I’d always seen you and loved you from afar. In movies. In postcards. In my mind… envisioning myself at one of your cafes, drinking an espresso (though I’m not a fan of coffee), smoking a cigarette (though I’m not a fan of tobacco), having witty repartee in fluent French with some guy that I liked much less than you. Oh yes, and I’d be doing all of this in crimson-red lipstick, and a black and white striped sweater while basking in your light. Paris– golden and ideal.
Paris, I studied your language for years, so that I could understand you and relate to you. Language is always the first step, isn’t it? I listened to your music, watched the movies in which you were featured, became familiar with your celebrities: Yvan Attal, Charlotte Gainsbourg, Melvil Poupaud, Marillon Cotillard. Their grace, beauty and talents were a reflection of you. I wasn’t a Francophile, I was a Parisphile… obsessed/obsessed/obsessed.

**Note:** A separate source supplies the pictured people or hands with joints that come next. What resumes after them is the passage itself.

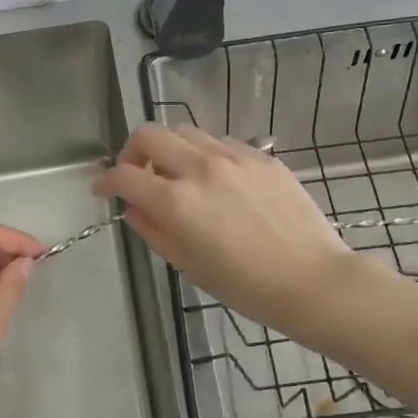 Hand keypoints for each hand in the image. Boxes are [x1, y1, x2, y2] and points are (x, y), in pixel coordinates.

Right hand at [95, 124, 359, 337]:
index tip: (103, 190)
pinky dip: (203, 153)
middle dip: (132, 152)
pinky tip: (214, 179)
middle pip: (150, 135)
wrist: (314, 280)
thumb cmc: (247, 286)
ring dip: (169, 149)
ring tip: (176, 175)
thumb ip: (155, 231)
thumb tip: (135, 209)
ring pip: (185, 131)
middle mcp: (201, 167)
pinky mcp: (261, 156)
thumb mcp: (190, 265)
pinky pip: (219, 142)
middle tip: (136, 176)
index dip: (106, 181)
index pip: (125, 175)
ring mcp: (234, 156)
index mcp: (177, 201) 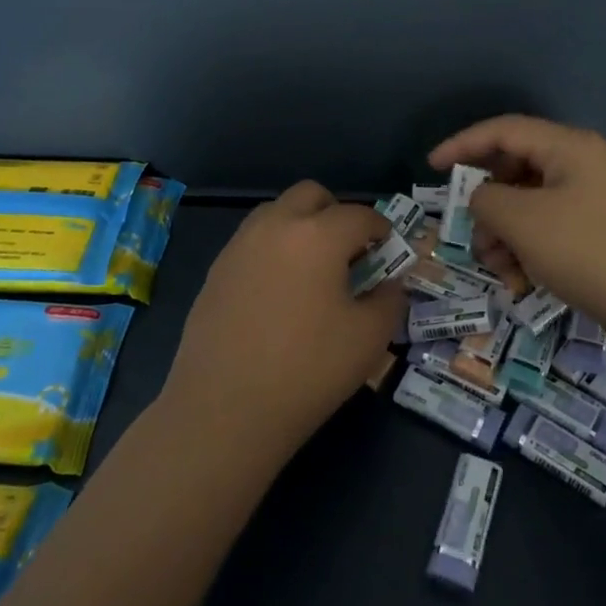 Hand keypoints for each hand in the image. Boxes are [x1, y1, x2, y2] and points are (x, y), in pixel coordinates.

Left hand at [157, 181, 405, 467]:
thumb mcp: (369, 338)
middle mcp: (276, 226)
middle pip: (311, 195)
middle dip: (336, 213)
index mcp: (318, 235)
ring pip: (277, 212)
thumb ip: (389, 299)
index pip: (360, 215)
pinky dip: (274, 249)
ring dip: (301, 226)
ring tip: (313, 270)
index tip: (389, 251)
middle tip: (349, 252)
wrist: (224, 410)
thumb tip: (390, 282)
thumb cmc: (308, 370)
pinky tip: (280, 292)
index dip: (381, 230)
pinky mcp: (216, 270)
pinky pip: (253, 240)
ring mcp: (240, 245)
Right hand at [429, 115, 605, 339]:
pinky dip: (529, 247)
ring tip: (498, 266)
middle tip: (472, 231)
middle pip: (516, 168)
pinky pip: (550, 227)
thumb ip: (486, 199)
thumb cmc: (587, 249)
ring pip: (530, 203)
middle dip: (487, 202)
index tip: (432, 167)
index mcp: (568, 146)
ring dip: (505, 231)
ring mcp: (594, 199)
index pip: (504, 130)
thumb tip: (482, 198)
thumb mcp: (523, 220)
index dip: (463, 144)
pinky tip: (521, 279)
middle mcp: (582, 164)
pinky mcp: (600, 231) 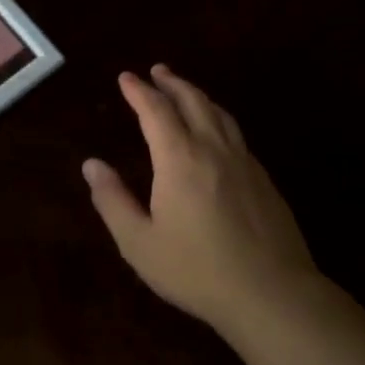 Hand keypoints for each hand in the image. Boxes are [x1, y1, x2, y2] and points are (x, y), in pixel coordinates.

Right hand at [83, 66, 325, 336]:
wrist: (272, 294)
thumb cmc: (196, 270)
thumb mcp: (139, 242)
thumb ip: (113, 200)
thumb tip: (92, 165)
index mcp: (180, 159)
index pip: (156, 111)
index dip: (139, 91)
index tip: (126, 78)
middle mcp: (214, 150)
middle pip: (193, 102)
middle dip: (172, 83)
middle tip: (157, 71)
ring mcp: (245, 163)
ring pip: (220, 114)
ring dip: (198, 96)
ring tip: (185, 91)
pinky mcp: (264, 180)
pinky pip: (237, 134)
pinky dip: (219, 119)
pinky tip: (217, 133) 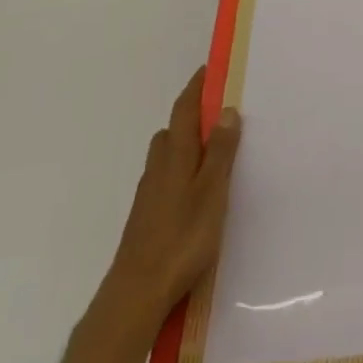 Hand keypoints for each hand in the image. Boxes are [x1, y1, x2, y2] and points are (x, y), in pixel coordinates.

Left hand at [105, 67, 242, 311]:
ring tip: (212, 150)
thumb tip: (226, 110)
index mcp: (176, 154)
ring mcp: (149, 192)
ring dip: (186, 143)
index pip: (184, 108)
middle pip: (173, 129)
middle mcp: (158, 166)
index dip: (196, 87)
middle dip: (192, 115)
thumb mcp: (212, 191)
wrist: (136, 293)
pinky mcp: (146, 215)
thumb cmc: (181, 238)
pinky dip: (181, 168)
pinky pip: (165, 176)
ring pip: (167, 154)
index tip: (209, 69)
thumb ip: (221, 151)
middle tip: (219, 111)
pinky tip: (195, 190) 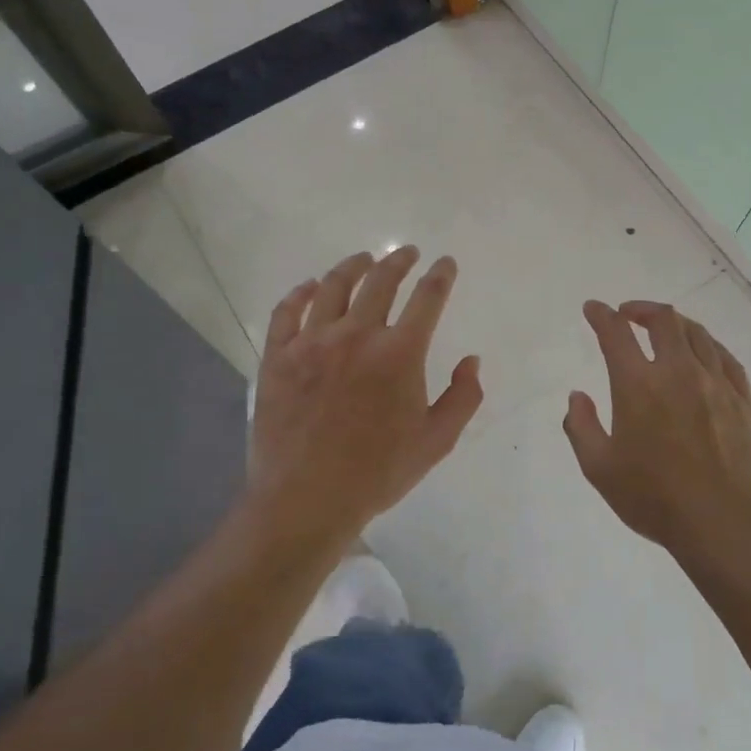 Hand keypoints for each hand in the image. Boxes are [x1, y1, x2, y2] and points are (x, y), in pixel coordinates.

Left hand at [245, 248, 482, 547]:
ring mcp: (312, 342)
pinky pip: (287, 311)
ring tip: (363, 259)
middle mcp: (357, 335)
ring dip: (352, 266)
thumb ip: (463, 397)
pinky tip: (309, 287)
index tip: (445, 263)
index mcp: (400, 353)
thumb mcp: (436, 441)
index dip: (441, 275)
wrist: (307, 498)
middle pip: (380, 281)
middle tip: (406, 253)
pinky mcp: (279, 356)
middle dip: (399, 261)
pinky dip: (300, 293)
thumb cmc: (377, 472)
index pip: (427, 298)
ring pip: (333, 286)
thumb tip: (472, 361)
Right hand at [564, 300, 750, 554]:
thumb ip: (581, 426)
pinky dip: (709, 345)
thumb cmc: (654, 498)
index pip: (616, 333)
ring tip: (665, 328)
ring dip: (675, 323)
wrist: (724, 524)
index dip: (601, 315)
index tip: (593, 308)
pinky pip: (726, 358)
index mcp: (638, 385)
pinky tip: (704, 352)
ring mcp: (716, 384)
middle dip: (642, 309)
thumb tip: (577, 396)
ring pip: (698, 334)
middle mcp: (678, 372)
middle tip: (629, 314)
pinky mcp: (743, 402)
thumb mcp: (599, 468)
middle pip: (664, 321)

Then, in spring of 2010, after many years and many films, and many classes at the Alliance française, I met you. Oh, the feeling. When I sat in one of your 200 parks, with a baguette in one hand, and a mimosa in the other, I knew that we were meant to be together forever. It was March, but your sun warmed me inside and out.
A year and a half later, we reunited. Your Tour Eiffel sat on my desk at work, a gift from my wonderful boss (in a not so wonderful job), and I knew that we’d reconnect. Your most revered symbol, and perhaps the most visited tourist attraction in the world, rested on my desk, on my mind, and everyday I plotted how to see you again.

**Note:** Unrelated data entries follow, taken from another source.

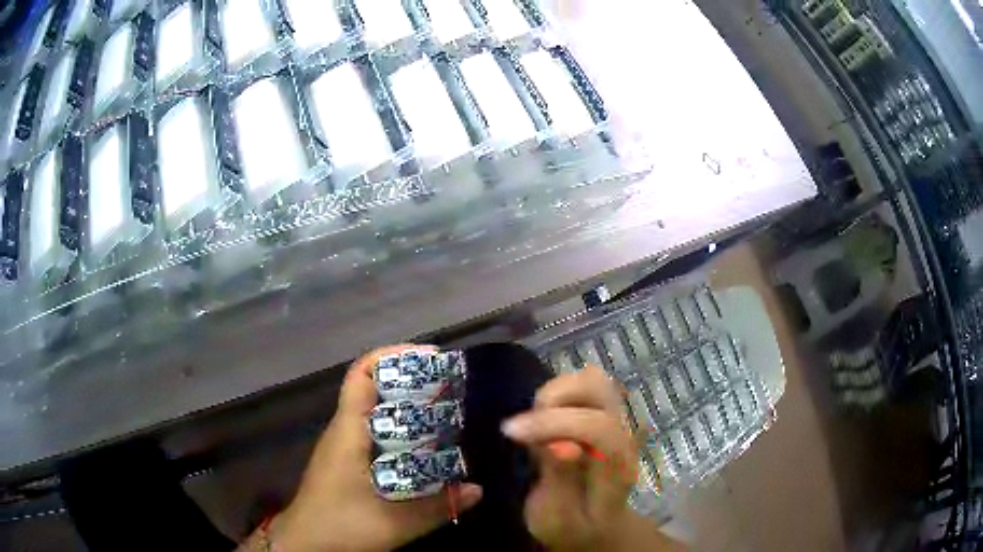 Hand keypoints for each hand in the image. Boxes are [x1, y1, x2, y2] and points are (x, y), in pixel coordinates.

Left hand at [268, 345, 482, 551]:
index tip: (430, 358)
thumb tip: (477, 489)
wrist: (304, 544)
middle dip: (410, 382)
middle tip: (450, 389)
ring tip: (445, 413)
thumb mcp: (395, 523)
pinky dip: (400, 431)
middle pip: (373, 388)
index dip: (392, 357)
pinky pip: (375, 433)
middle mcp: (344, 430)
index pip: (362, 375)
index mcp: (349, 431)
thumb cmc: (341, 526)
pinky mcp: (346, 462)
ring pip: (375, 412)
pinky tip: (425, 448)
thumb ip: (438, 507)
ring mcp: (343, 446)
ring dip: (406, 407)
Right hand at [502, 364, 638, 550]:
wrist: (596, 526)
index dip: (554, 423)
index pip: (599, 427)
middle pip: (599, 389)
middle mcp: (625, 434)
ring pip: (590, 379)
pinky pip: (582, 385)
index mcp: (618, 467)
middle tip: (523, 429)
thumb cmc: (573, 527)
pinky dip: (556, 394)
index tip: (510, 432)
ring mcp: (618, 419)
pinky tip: (543, 422)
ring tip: (533, 426)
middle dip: (554, 400)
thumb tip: (561, 445)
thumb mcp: (558, 519)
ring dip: (554, 395)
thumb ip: (561, 483)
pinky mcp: (604, 412) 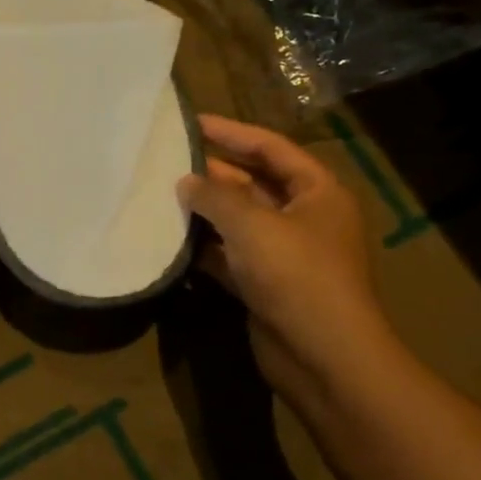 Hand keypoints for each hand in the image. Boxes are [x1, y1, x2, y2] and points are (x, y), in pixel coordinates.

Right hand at [178, 115, 394, 404]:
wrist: (322, 355)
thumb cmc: (296, 275)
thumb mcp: (252, 224)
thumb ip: (214, 196)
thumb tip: (185, 182)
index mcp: (317, 193)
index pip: (271, 148)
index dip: (231, 132)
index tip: (190, 123)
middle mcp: (303, 218)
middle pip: (252, 183)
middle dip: (211, 173)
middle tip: (166, 160)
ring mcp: (284, 253)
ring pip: (237, 221)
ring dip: (203, 211)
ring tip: (158, 195)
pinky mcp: (264, 284)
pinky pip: (228, 254)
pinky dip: (203, 248)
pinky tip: (170, 240) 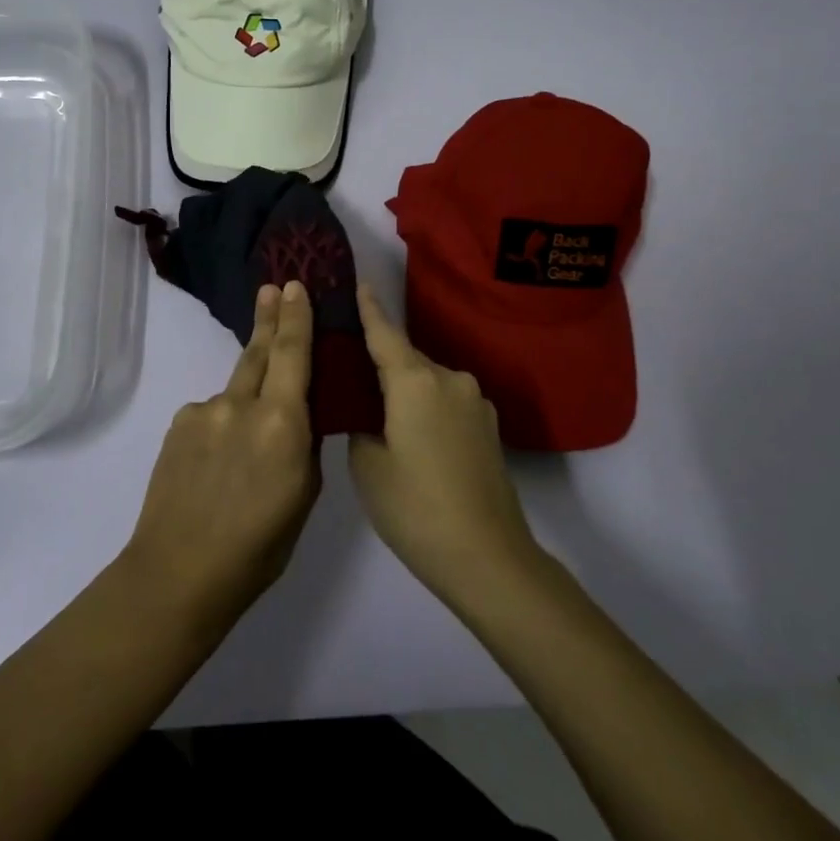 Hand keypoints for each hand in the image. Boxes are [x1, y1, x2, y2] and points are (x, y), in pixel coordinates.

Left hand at [122, 281, 320, 634]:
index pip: (292, 353)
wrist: (178, 571)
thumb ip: (304, 444)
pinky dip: (222, 425)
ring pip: (235, 390)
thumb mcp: (304, 496)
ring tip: (250, 442)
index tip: (294, 285)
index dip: (295, 317)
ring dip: (248, 396)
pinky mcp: (178, 423)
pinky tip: (217, 463)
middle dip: (268, 319)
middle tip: (271, 289)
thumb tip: (300, 416)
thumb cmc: (258, 546)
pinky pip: (210, 413)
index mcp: (282, 423)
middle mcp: (241, 403)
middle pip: (258, 351)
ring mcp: (203, 411)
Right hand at [348, 286, 541, 601]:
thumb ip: (360, 422)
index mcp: (415, 380)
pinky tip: (413, 437)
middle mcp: (449, 378)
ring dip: (404, 389)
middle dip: (380, 362)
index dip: (368, 309)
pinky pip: (446, 402)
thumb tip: (367, 408)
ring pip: (427, 382)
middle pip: (405, 358)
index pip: (384, 333)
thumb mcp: (367, 465)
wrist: (488, 557)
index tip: (358, 283)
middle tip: (350, 375)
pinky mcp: (489, 426)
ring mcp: (475, 402)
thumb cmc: (415, 508)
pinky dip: (425, 407)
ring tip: (380, 414)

And so it happened. In June, I gave up my job to come to you. Exactly as Peaches and Herb sang, all summer long, I’ve been singing and screaming and exclaiming, “Reunited and it feels so good.” It has. You have been amazing, living up to the promise. How many things do that? My adoration for you was complete, only to be rivaled with my adoration for The Gloved One. When my friend Nadia, said that she’d come to visit us this weekend, I wanted her to see you and love you as much as I. Your charms didn’t impress her on her previous visit, and I just knew she’d change her mind once she saw how absolutely perfect you are. There’s no rudeness, arrogance, or ill-will in Paris. Never.

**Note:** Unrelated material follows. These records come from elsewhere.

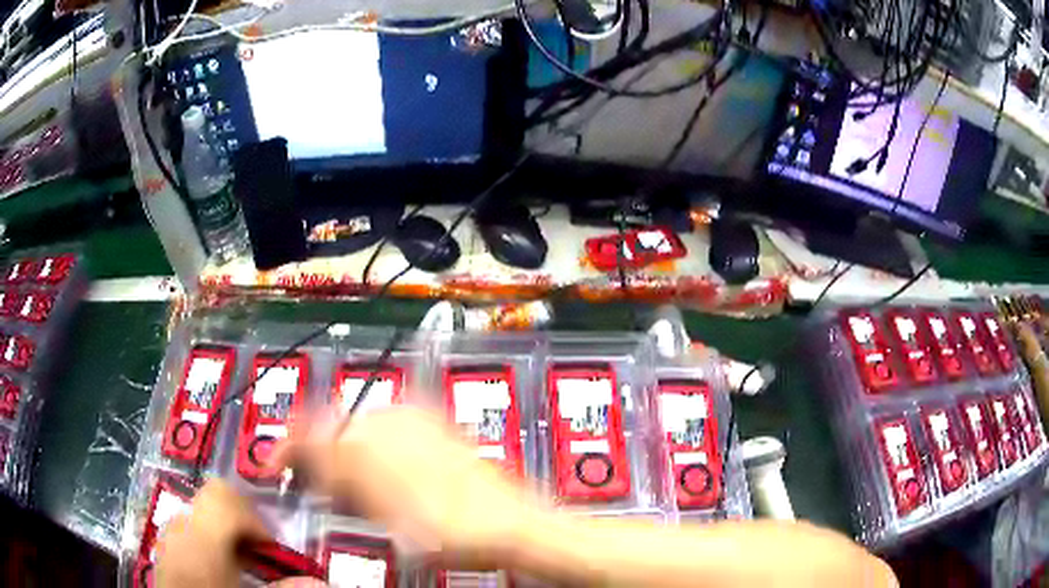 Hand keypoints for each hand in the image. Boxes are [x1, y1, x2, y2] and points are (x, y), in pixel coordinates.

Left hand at [155, 480, 269, 587]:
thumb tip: (319, 580)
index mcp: (202, 541)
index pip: (225, 498)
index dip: (254, 517)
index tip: (269, 546)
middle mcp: (181, 528)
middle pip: (212, 495)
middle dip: (241, 515)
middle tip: (257, 546)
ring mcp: (168, 533)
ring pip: (200, 509)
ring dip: (224, 526)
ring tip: (239, 559)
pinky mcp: (162, 544)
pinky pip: (186, 525)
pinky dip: (206, 535)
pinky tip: (216, 565)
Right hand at [269, 407, 538, 562]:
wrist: (509, 523)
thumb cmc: (448, 529)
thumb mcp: (379, 513)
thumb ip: (336, 478)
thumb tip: (305, 460)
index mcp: (371, 437)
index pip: (309, 431)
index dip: (286, 450)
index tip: (274, 467)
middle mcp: (390, 417)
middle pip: (331, 427)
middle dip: (315, 454)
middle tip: (314, 487)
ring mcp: (415, 419)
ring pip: (356, 428)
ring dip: (342, 453)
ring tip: (348, 488)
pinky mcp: (434, 426)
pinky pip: (386, 430)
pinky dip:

Sadly, she was harassed by three police officers at the airport. She was chosen at Charles de Gaulle for a random search, and your brash officials asked her why she doesn’t speak French, rifled through her underwear, and unscrewed her toothbrush. Sure, she was shaken, but I told her that all airport officials, in all countries are, for lack of a better word, pricks. That wasn’t you, that was “airport security.”
Then, today we left the hotel to find a nice cafe to live the “Parisian dream.” When I opened my purse to pay for something, lo and behold, the wallet was gone. The bright pink wallet with my money and bank card and credit card. Gone. Paris, I’ve been with you for many weeks now and have received nothing but love, so imagine my shock. I thought “could things between us be going sour?” Then I spoke to my mother on Skype, and she said, “Valerie, Paris isn’t perfect.” She told me that you weren’t perfect, that you weren’t heaven, and it amazed me, because I thought you were. So, Nadia and I went out and enjoyed our Saturday:
* In a cafe, you’ll never be rushed, never be hurried; buy a crepe and spend four hours catching up with your friend.
Paris, as my mother says “you’re not heaven,” and yes you’ve disappointed me (your large number of pickpockets at least), but I realize that one needs to be very, very careful with his/her wallet, and also that I’ll always love you (cue Whitney Houston).